Exercise aim
Out of the records below, copy all lines in which the word "above" occurs.

Supplied data

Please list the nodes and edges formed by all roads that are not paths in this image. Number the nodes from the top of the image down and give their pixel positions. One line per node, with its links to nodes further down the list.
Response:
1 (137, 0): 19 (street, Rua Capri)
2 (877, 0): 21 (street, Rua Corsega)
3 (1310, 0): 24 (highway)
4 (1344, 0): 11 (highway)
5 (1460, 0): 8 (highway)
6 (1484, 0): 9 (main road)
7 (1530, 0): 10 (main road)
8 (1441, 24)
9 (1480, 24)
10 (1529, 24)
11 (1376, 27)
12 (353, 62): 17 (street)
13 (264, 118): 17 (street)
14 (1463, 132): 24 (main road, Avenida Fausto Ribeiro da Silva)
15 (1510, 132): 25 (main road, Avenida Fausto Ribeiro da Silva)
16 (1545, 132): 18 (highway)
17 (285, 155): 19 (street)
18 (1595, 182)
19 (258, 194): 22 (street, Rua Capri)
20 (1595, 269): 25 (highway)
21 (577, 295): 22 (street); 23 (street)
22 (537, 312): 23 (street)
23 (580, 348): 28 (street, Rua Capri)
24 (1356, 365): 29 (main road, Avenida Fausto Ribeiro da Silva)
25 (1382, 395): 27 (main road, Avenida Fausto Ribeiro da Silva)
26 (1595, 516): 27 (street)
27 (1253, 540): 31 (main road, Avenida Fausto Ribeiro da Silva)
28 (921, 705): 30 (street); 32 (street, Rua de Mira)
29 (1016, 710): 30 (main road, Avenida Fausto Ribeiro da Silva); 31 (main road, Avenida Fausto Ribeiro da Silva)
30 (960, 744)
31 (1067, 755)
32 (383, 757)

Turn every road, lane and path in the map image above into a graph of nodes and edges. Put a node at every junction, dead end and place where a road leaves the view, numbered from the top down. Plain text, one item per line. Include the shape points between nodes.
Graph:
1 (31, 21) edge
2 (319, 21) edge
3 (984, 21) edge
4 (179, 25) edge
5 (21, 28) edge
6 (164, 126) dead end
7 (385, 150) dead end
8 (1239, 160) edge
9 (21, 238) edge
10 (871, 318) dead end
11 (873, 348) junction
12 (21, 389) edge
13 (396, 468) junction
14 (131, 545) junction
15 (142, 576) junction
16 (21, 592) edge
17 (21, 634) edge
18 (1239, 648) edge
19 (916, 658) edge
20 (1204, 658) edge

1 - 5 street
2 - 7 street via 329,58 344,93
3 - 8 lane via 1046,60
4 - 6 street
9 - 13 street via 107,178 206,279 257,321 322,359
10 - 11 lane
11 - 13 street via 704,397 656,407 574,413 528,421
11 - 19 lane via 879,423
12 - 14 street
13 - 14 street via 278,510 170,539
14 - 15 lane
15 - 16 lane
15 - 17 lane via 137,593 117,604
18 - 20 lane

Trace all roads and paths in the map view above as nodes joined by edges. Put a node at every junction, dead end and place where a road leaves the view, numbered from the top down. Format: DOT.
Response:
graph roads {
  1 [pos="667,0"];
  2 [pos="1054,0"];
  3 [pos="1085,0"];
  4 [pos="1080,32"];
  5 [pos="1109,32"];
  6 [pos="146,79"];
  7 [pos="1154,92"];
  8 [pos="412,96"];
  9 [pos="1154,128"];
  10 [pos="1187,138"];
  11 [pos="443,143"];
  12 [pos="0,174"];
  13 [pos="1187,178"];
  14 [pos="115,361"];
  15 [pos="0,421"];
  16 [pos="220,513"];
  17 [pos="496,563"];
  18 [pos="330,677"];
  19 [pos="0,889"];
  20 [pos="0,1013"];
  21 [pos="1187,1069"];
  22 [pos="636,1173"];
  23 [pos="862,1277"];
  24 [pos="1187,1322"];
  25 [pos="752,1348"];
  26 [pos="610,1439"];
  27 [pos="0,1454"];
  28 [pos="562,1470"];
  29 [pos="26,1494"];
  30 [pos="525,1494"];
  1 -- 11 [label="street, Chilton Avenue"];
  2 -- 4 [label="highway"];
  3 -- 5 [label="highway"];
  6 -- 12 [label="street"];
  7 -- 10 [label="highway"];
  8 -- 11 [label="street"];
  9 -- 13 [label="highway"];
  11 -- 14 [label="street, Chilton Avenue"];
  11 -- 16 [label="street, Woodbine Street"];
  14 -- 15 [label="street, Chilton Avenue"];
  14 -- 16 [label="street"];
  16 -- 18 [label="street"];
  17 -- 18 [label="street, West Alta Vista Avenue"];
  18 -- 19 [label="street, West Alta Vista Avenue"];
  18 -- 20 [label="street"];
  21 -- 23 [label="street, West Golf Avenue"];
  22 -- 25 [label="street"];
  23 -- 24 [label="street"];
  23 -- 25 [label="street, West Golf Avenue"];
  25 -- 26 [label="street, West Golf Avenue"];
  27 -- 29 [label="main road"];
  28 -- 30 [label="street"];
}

Result
Turn every road, lane and path in the map image above into a graph of nodes and edges. Put a node at every junction, dead end and place where a road leaves the view, numbered from the top down. Plain text, one item per line. Include the shape points between nodes.
Trace all roads and paths in the map view above as nodes joined by edges. Put a node at every junction, dead end and place where a road leaves the view, numbered from the top down. Format: DOT.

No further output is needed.